I looked at him. It was all true, I admitted, but I had been out of work such a long time that I welcomed this job as an opportunity to redeem myself. I told him what I had promised my friend, that I was sincerely doing my best and not drinking a drop. I asked him to give me a chance.
“Somehow I think you are in earnest,” he said. “I believe you mean it. I’ll give you a chance and help you to make good.”
He shook my hand in friendship and encouragement. I strode from his office with high hope. “John Barleycorn will never make a bum out of me again,” I told myself with determination.

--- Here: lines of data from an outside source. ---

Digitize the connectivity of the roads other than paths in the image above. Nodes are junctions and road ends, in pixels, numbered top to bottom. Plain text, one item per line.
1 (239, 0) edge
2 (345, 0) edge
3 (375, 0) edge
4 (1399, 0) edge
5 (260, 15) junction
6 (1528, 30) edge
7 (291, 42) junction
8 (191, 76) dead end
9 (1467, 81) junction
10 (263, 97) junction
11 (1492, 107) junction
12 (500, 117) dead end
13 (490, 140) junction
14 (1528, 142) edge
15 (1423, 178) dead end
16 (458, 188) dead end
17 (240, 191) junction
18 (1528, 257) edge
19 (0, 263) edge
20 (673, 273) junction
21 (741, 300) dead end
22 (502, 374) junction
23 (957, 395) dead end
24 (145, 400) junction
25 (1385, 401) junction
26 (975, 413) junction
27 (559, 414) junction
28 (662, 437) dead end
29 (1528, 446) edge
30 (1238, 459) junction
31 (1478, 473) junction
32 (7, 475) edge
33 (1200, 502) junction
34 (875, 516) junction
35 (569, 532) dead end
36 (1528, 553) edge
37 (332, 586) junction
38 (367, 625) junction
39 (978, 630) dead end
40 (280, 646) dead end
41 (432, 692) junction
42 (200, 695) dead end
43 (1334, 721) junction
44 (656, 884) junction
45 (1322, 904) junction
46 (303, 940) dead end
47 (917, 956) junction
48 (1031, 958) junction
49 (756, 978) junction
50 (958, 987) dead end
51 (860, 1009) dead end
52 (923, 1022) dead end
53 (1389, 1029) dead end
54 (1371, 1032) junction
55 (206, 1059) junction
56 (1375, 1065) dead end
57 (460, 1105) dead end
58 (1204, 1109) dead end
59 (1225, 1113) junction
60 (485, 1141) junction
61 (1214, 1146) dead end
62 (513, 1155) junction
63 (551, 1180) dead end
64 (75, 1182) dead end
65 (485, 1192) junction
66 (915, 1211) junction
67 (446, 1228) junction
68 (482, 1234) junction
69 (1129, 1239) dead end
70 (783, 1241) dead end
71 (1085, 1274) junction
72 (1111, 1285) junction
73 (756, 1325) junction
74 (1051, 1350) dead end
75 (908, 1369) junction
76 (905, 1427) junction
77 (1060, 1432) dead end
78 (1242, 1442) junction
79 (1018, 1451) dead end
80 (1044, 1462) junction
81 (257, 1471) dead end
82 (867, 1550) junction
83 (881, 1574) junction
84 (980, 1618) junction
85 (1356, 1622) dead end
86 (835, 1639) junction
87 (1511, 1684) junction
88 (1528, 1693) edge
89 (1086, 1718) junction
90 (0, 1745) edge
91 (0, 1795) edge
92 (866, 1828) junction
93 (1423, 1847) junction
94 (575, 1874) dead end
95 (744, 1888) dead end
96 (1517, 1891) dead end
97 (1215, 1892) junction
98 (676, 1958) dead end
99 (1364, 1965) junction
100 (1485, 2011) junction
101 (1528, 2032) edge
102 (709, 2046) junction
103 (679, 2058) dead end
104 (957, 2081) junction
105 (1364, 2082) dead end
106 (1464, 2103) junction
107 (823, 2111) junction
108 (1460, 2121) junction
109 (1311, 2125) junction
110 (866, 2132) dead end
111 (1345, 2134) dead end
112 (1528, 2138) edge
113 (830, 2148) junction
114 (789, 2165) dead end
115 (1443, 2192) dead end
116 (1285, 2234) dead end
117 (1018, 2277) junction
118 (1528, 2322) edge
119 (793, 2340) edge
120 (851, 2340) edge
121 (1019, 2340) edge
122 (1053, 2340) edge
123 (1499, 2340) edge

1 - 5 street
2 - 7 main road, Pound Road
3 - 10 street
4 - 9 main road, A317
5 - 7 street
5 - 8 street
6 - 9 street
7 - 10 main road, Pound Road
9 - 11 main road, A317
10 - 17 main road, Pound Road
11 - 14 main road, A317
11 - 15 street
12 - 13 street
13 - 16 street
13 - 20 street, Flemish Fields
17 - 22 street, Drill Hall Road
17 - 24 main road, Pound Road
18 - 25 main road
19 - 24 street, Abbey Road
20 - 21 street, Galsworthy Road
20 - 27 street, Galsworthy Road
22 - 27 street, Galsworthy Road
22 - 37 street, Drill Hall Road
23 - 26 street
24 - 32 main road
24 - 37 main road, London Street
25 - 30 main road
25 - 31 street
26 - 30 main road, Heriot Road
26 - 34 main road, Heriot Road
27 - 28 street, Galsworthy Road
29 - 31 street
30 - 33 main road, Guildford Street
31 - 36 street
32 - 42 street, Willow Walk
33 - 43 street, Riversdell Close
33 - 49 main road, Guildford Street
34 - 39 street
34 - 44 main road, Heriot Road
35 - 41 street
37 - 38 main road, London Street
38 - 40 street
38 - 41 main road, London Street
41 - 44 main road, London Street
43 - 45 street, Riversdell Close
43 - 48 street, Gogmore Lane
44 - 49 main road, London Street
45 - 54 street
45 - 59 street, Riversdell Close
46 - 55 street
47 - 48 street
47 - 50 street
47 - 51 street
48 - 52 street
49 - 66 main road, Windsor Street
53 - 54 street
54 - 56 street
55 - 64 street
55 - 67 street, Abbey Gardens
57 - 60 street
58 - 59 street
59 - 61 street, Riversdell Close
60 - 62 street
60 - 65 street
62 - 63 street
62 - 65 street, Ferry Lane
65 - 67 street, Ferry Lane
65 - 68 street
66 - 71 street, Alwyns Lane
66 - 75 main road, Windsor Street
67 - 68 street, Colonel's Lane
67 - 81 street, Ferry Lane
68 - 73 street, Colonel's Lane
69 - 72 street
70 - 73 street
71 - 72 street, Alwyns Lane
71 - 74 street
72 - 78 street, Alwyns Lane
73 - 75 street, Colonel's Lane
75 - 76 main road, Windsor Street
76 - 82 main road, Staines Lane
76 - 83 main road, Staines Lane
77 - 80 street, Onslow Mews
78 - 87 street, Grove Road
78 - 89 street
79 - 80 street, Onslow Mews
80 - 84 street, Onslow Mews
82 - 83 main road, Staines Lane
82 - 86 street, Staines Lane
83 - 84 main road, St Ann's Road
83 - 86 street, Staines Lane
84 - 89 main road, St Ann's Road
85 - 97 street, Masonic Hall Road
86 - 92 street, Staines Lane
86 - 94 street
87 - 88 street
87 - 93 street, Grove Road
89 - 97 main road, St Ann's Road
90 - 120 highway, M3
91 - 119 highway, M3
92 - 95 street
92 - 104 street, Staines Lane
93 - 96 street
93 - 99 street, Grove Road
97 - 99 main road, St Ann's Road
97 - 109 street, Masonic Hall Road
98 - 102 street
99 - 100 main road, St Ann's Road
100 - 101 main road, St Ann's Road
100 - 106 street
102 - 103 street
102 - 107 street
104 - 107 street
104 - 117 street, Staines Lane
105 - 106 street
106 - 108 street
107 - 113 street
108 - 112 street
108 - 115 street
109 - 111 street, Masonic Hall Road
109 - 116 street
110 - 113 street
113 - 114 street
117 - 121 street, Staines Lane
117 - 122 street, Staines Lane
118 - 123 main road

For three months I drove my route steadily with never a hitch. My employers were satisfied. I felt pretty good. I was really on the wagon this time, wasn’t I?
Yes indeed, I was on the wagon for good.
I soon repaid my debt to my friend for his stake in me and even saved a little money. The feeling of security increased. It was summer and, hot and tired at the end of the day, I began to stop at a speakeasy on my way home. Detroit beer was good then, almost like old-time pre-Prohibition stuff. “This is the way to do it,” I would say to myself. “Stick to beer. After all, it’s really a food and it sure hits the spot after a trick of wheeling that job around in this man’s town. It’s that hard liquor that gets a man down. Beer for mine.”
Even with all the hard lessons of bitter experience behind me I did not realize that thinking along that line was a definite red light on my road in life—a real danger signal.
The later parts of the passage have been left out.